Hostage Taker of Quads
Staff member
Moderator
Mentor
Decent sized brushed motors are a bit harder to source these days -- at that scale it's better to go with brushless -- but if the rules require brushed, then brushed it must be.

Quick look on Hobby king . . . only looks like one is in your ball-park:

https://hobbyking.com/en_us/mabuchi-rs-540sh-6527-brushed-motor-90w.html

Everything else they sell is either way too small, or geared down too much.

That being said . . . this motor is on the fast side for it's power -- spec sheet says 23400 RPM @ 9.6v, so it's roughly 2437kV. For direct drive, it'll throw a small prop.

Not sure about your "current must never exceed 9 volts" spec -- volts is voltage ("pressure" behind the flow), Amps is current (how fast the electrons are flowing).
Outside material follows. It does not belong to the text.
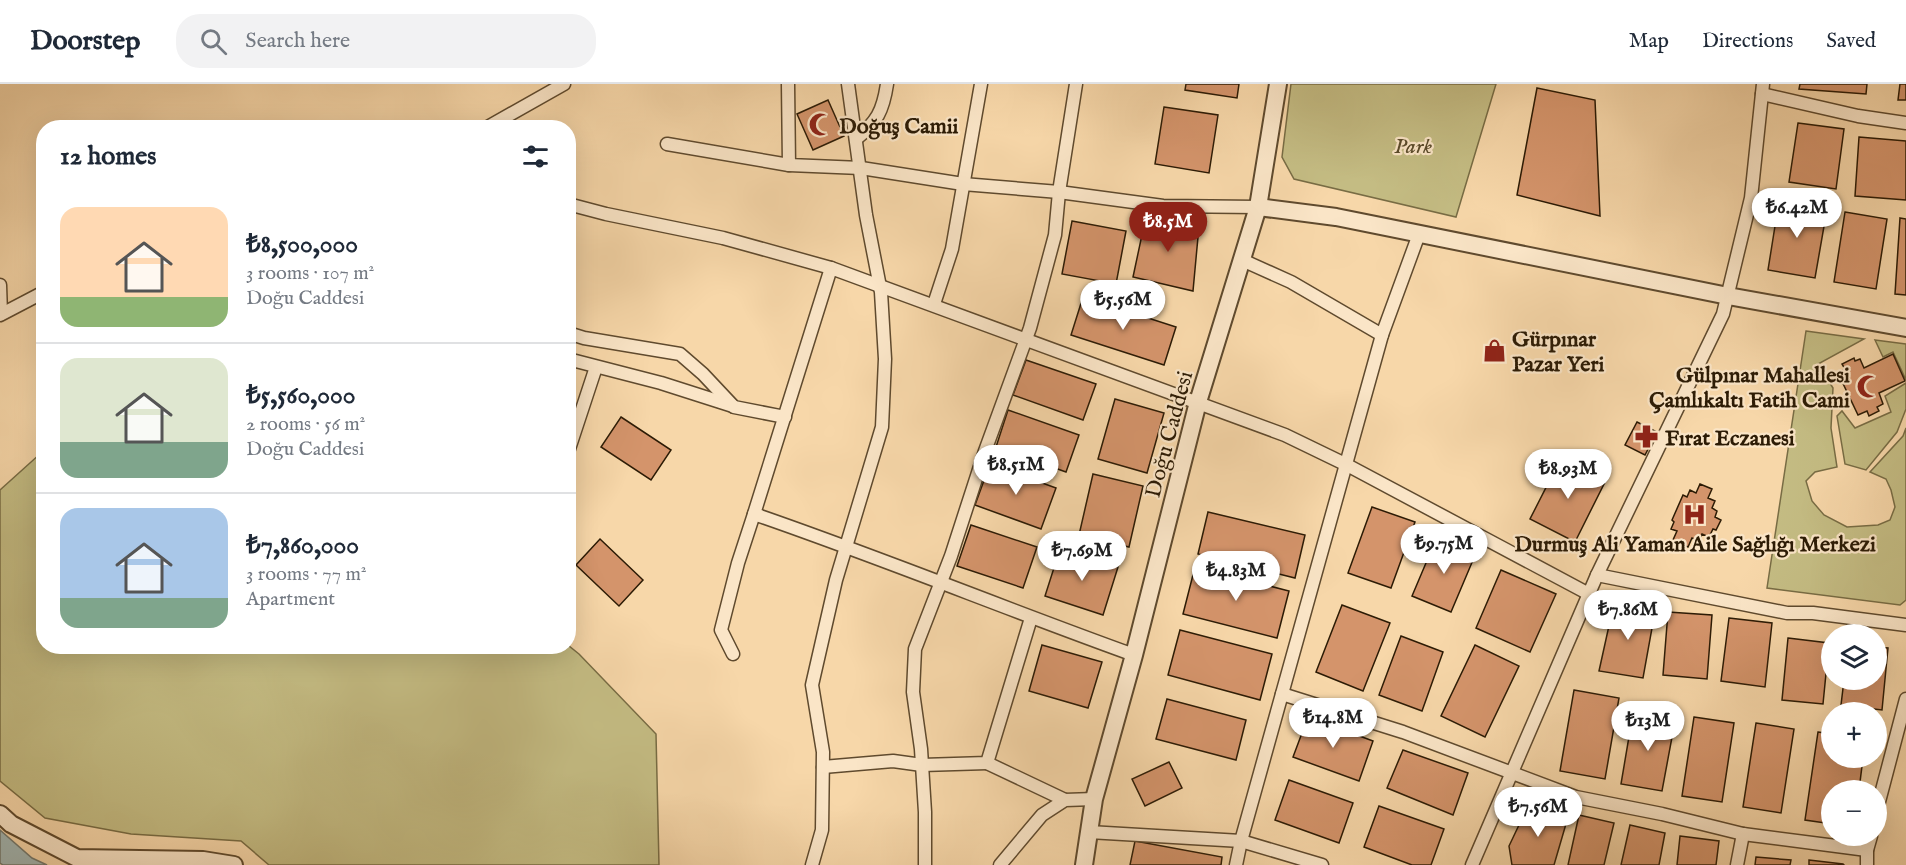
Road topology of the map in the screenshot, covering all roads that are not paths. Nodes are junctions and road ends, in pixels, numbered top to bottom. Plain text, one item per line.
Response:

You set the max voltage by your battery supply(so "must never exceed" for voltage seems a weird spec), then throttle the current using your ESC.

The APC 5x5P is a bit of a problem, though . . . fortunately, props are cheap. For direct drive on this motor, on 2S lipo (tops off at 8.4v) you're looking at about 11A of current, which is over this motor's 8.2A max load (and the 9A requirement?). It's close, but not close enough. Dropping the pitch will get you to a good sweet spot -- a 5x3" prop like one of these would be a better pick. This prop would draw from that motor just over 7A at full throttle on a 2S lipo.
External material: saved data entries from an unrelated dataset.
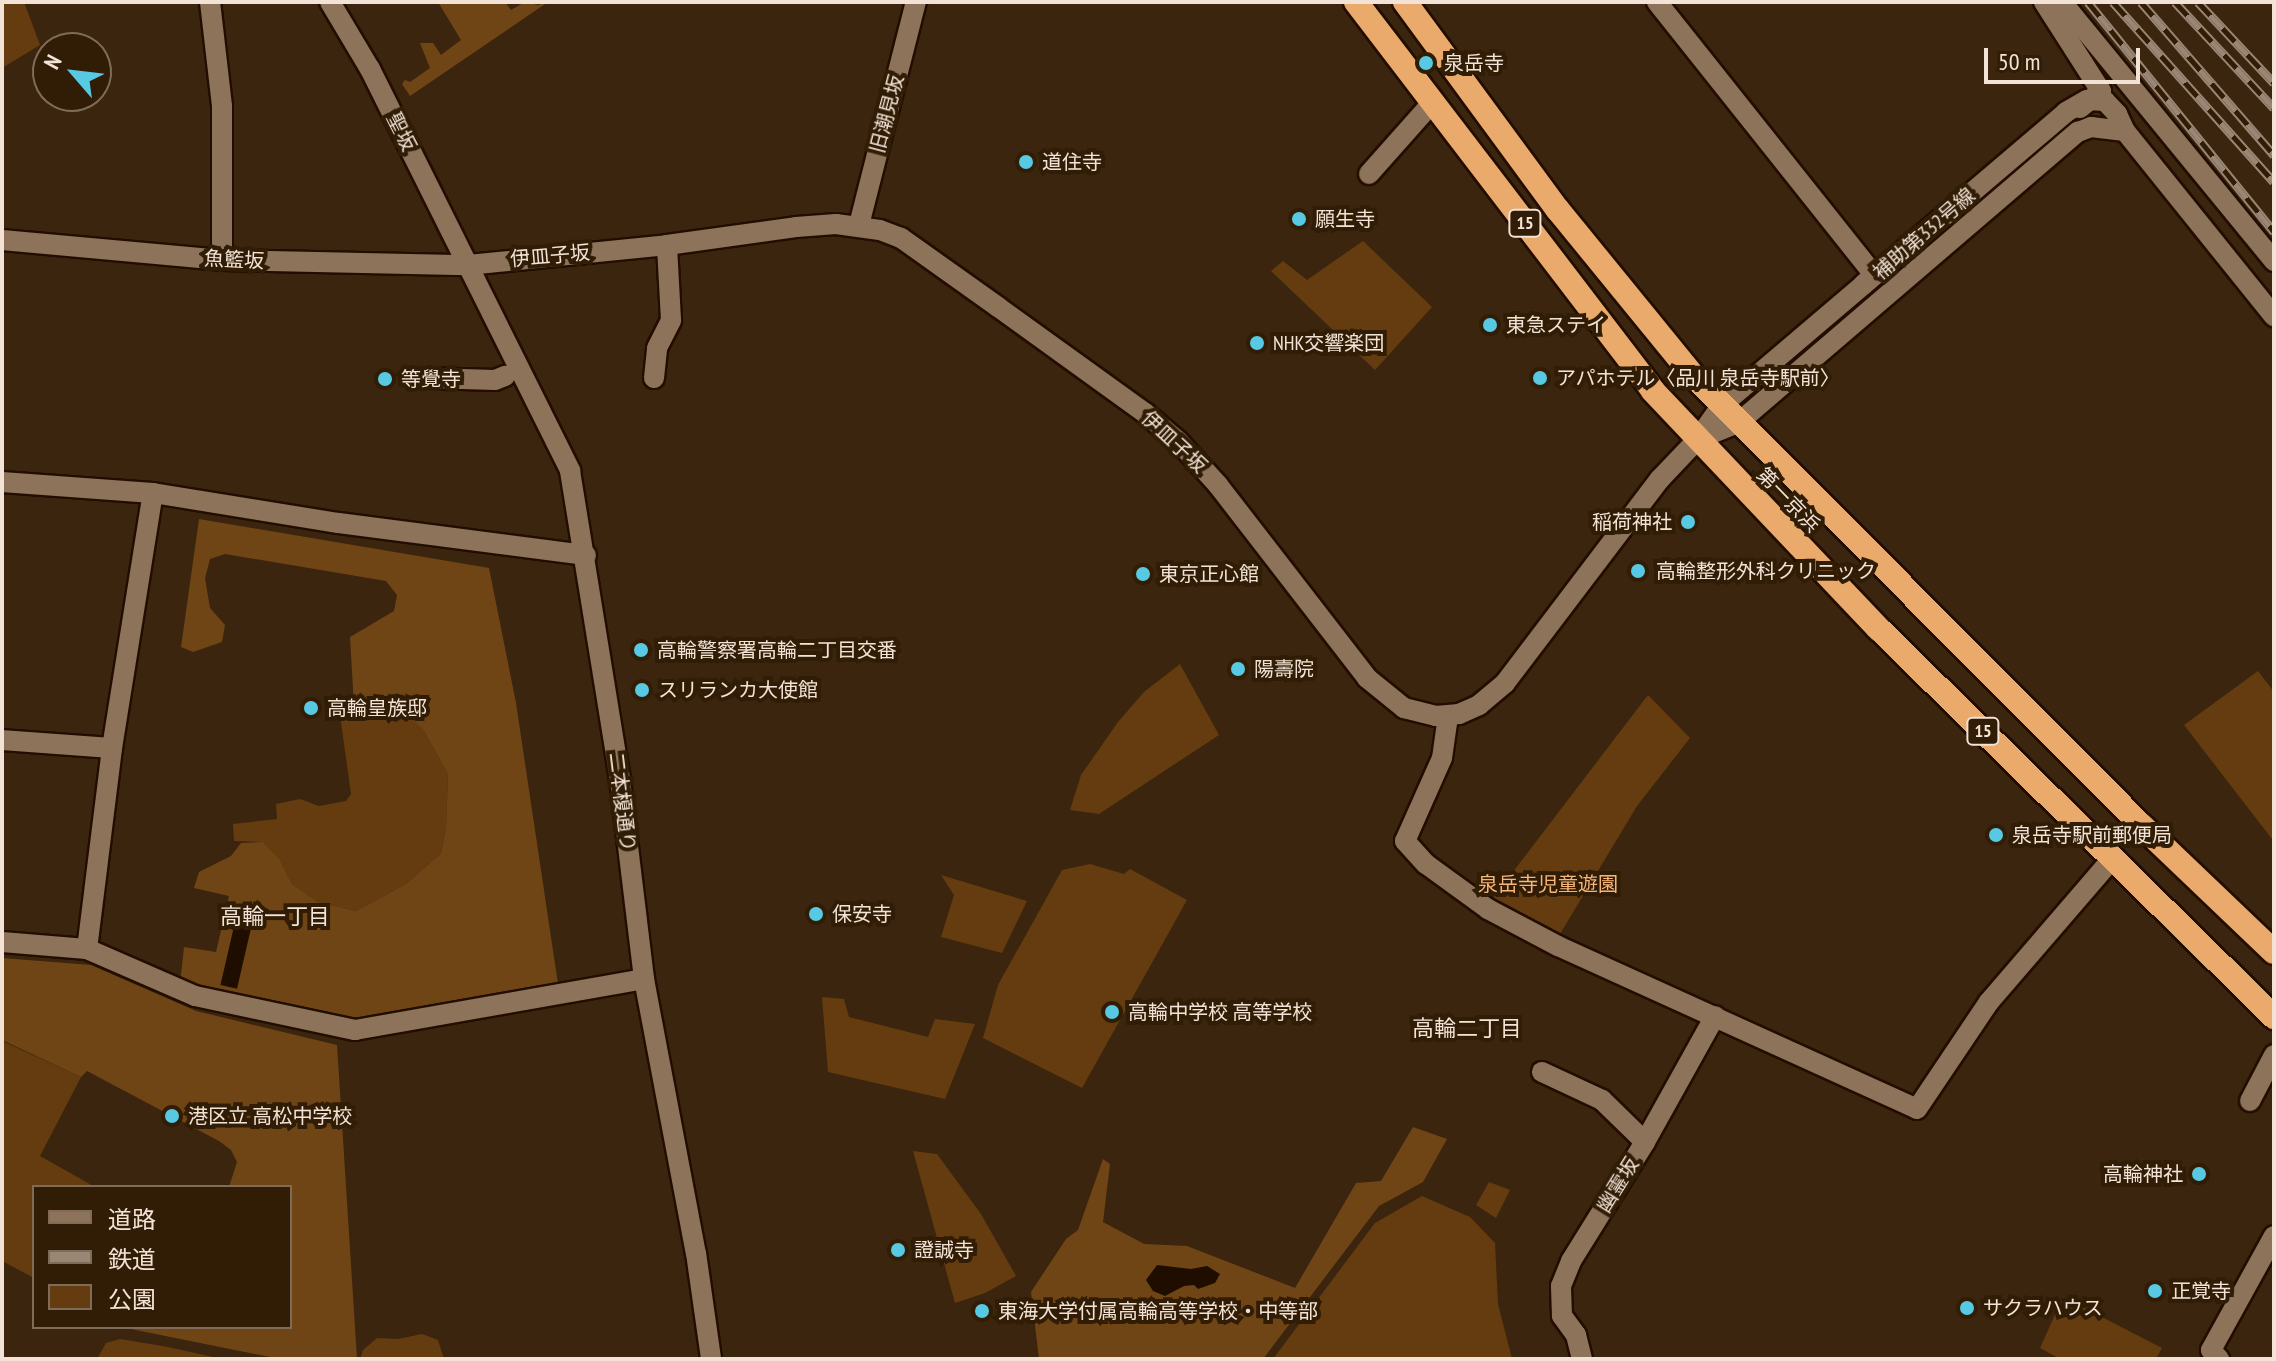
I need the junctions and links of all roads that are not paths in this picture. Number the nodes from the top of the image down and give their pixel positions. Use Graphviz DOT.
graph roads {
  1 [pos="210,2"];
  2 [pos="330,2"];
  3 [pos="916,2"];
  4 [pos="1356,2"];
  5 [pos="1405,2"];
  6 [pos="1657,2"];
  7 [pos="2044,2"];
  8 [pos="2062,2"];
  9 [pos="1433,102"];
  10 [pos="1369,174"];
  11 [pos="859,225"];
  12 [pos="2,240"];
  13 [pos="667,245"];
  14 [pos="222,260"];
  15 [pos="2274,261"];
  16 [pos="468,265"];
  17 [pos="2274,316"];
  18 [pos="505,376"];
  19 [pos="429,378"];
  20 [pos="654,378"];
  21 [pos="1730,414"];
  22 [pos="1698,439"];
  23 [pos="2,482"];
  24 [pos="153,493"];
  25 [pos="586,555"];
  26 [pos="1448,716"];
  27 [pos="2,740"];
  28 [pos="112,748"];
  29 [pos="2113,858"];
  30 [pos="2,942"];
  31 [pos="87,949"];
  32 [pos="2274,952"];
  33 [pos="644,979"];
  34 [pos="1715,1016"];
  35 [pos="2274,1017"];
  36 [pos="2274,1055"];
  37 [pos="1542,1072"];
  38 [pos="2250,1101"];
  39 [pos="1645,1142"];
  40 [pos="2274,1236"];
  41 [pos="2215,1354"];
  42 [pos="711,1359"];
  43 [pos="1582,1359"];
  1 -- 14 [label="street"];
  2 -- 16 [label="street, 聖坂"];
  3 -- 11 [label="street, 旧潮見坂"];
  4 -- 9 [label="highway, 第一京浜 / 15"];
  5 -- 21 [label="highway, 第一京浜 / 15"];
  6 -- 21 [label="street"];
  7 -- 21 [label="street"];
  8 -- 15 [label="street"];
  9 -- 10 [label="street"];
  9 -- 22 [label="highway, 第一京浜 / 15"];
  11 -- 13 [label="street, 伊皿子坂"];
  11 -- 26 [label="street, 伊皿子坂"];
  12 -- 14 [label="street, 魚籃坂"];
  13 -- 16 [label="street, 伊皿子坂"];
  13 -- 20 [label="street"];
  14 -- 16 [label="street, 魚籃坂"];
  16 -- 25 [label="street, 二本榎通り"];
  17 -- 21 [label="street, 補助第332号線"];
  18 -- 19 [label="street"];
  21 -- 22 [label="street"];
  21 -- 32 [label="highway, 第一京浜 / 15"];
  22 -- 26 [label="street"];
  22 -- 29 [label="highway, 第一京浜 / 15"];
  23 -- 24 [label="street"];
  24 -- 25 [label="street"];
  24 -- 28 [label="street"];
  25 -- 33 [label="street, 二本榎通り"];
  26 -- 34 [label="street"];
  27 -- 28 [label="street"];
  28 -- 31 [label="street"];
  29 -- 34 [label="street"];
  29 -- 35 [label="highway, 第一京浜 / 15"];
  30 -- 31 [label="street"];
  31 -- 33 [label="street"];
  33 -- 42 [label="street, 二本榎通り"];
  34 -- 39 [label="street, 幽霊坂"];
  36 -- 38 [label="street"];
  37 -- 39 [label="street"];
  39 -- 43 [label="street, 幽霊坂"];
  40 -- 41 [label="street"];
}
In reality, you want the shallower pitch anyways -- the higher the pitch the faster the prop needs to move through the air to work well. starting off from a dead stop, the shallower pitch will work better than a steeper one, at least until they get up to speed . . . but "up to speed" for this RPM is around 50mph . . . which you'll never get to, so shallower will perform better than steeper.



Don't forget, you'll need a prop adaptor and a BRUSHED speed controller (10A minimum) of some sort. For a brushed motor, you can substitute a relay or switch to give it full power on/off, but a brushed speed controller is cheap and will allow you to precisely throttle your motor.
 

JimCR120

Got Lobstah?
Site Moderator
You also might be interested to know that Peter S. built a hovercraft (though different specs) that might give you ideas.
FT Hovercraft

I wish you well on your endeavor.
—Jim
 

coaster8560

New member
Thanks

Decent sized brushed motors are a bit harder to source these days -- at that scale it's better to go with brushless -- but if the rules require brushed, then brushed it must be.
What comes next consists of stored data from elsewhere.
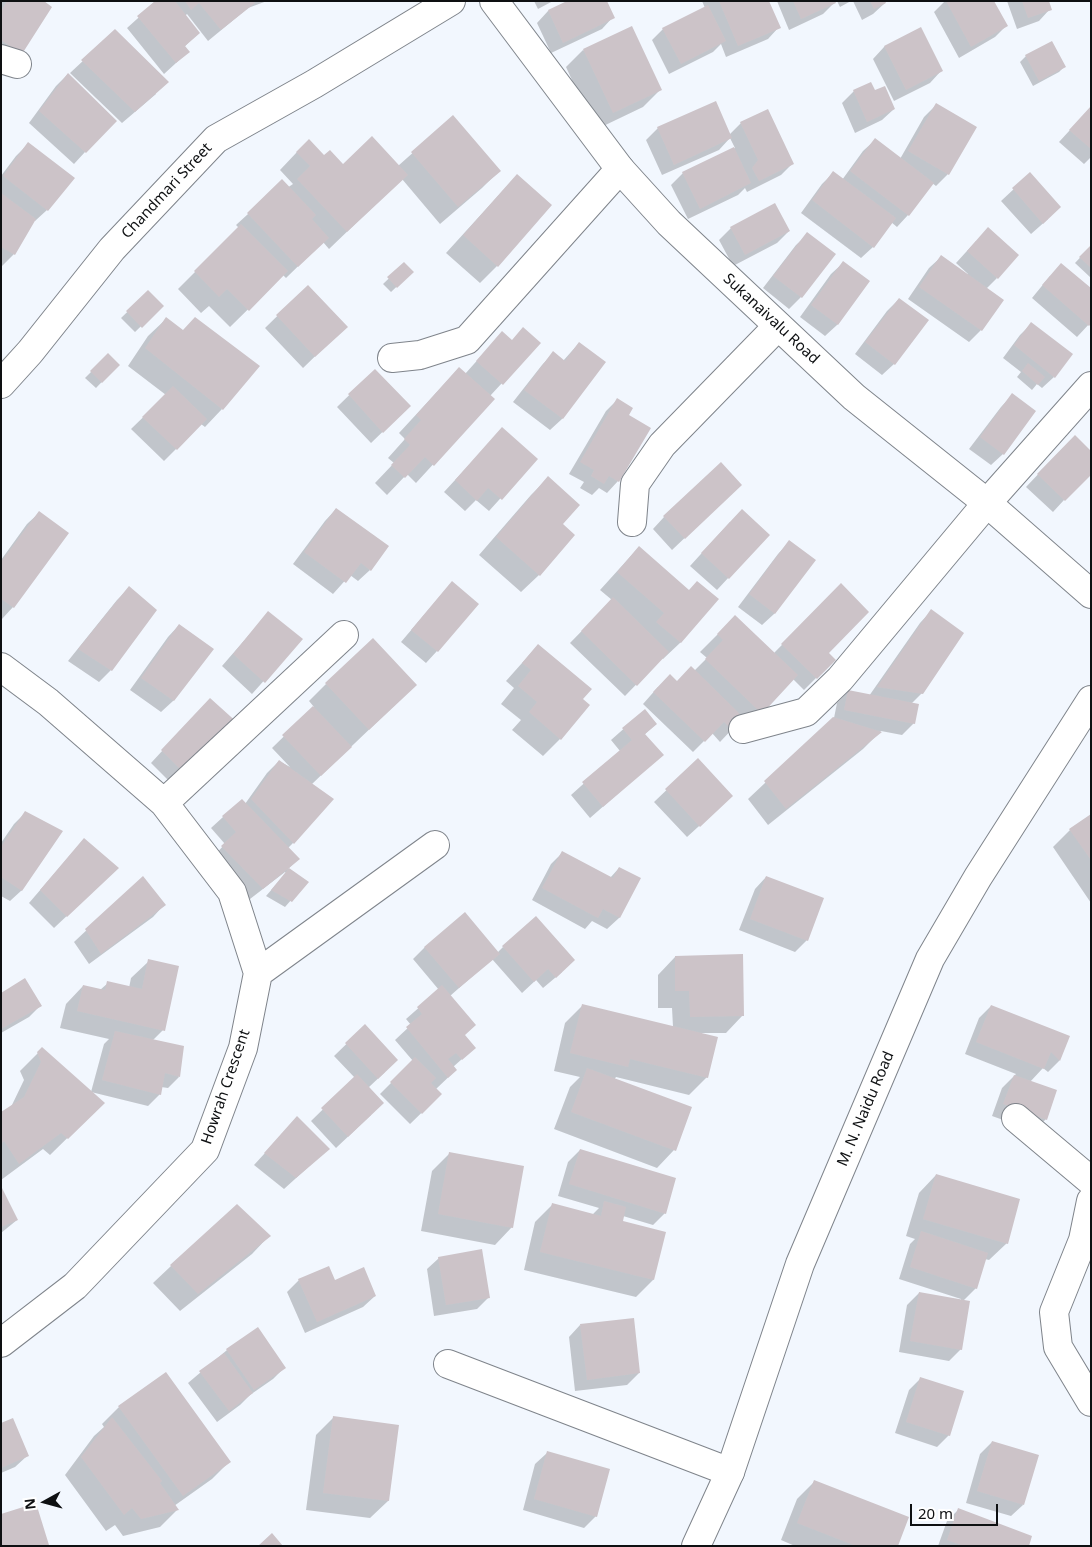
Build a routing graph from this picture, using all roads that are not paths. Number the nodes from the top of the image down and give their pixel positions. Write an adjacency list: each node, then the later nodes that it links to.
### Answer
1 (452, 1): 6 (street, Chandmari Street)
2 (494, 1): 3 (street, Sukanaivalu Road)
3 (620, 169): 4 (street, Sukanaivalu Road); 5 (street)
4 (778, 326): 8 (street, Sukanaivalu Road); 9 (street)
5 (392, 358)
6 (1, 384)
7 (1091, 386): 8 (street)
8 (987, 503): 10 (street, Sukanaivalu Road); 14 (street)
9 (632, 522)
10 (1091, 594)
11 (344, 635): 15 (street)
12 (1, 666): 15 (street, Howrah Crescent)
13 (1091, 700): 24 (street, M. N. Naidu Road)
14 (743, 729)
15 (164, 803): 17 (street, Howrah Crescent)
16 (435, 845): 17 (street)
17 (258, 972): 21 (street, Howrah Crescent)
18 (1016, 1118): 19 (street)
19 (1091, 1181)
20 (1091, 1201): 23 (street)
21 (1, 1343)
22 (448, 1364): 24 (street)
23 (1091, 1402)
24 (730, 1472): 25 (street, M. N. Naidu Road)
25 (696, 1546)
Quick look on Hobby king . . . only looks like one is in your ball-park:

https://hobbyking.com/en_us/mabuchi-rs-540sh-6527-brushed-motor-90w.html

Everything else they sell is either way too small, or geared down too much.

That being said . . . this motor is on the fast side for it's power -- spec sheet says 23400 RPM @ 9.6v, so it's roughly 2437kV. For direct drive, it'll throw a small prop.

Not sure about your "current must never exceed 9 volts" spec -- volts is voltage ("pressure" behind the flow), Amps is current (how fast the electrons are flowing). You set the max voltage by your battery supply(so "must never exceed" for voltage seems a weird spec), then throttle the current using your ESC.

The APC 5x5P is a bit of a problem, though . . . fortunately, props are cheap. For direct drive on this motor, on 2S lipo (tops off at 8.4v) you're looking at about 11A of current, which is over this motor's 8.2A max load (and the 9A requirement?). It's close, but not close enough. Dropping the pitch will get you to a good sweet spot -- a 5x3" prop like one of these would be a better pick. This prop would draw from that motor just over 7A at full throttle on a 2S lipo.

In reality, you want the shallower pitch anyways -- the higher the pitch the faster the prop needs to move through the air to work well. starting off from a dead stop, the shallower pitch will work better than a steeper one, at least until they get up to speed . . . but "up to speed" for this RPM is around 50mph . . . which you'll never get to, so shallower will perform better than steeper.



Don't forget, you'll need a prop adaptor and a BRUSHED speed controller (10A minimum) of some sort. For a brushed motor, you can substitute a relay or switch to give it full power on/off, but a brushed speed controller is cheap and will allow you to precisely throttle your motor.

Thanks for the help! I really appreciate it.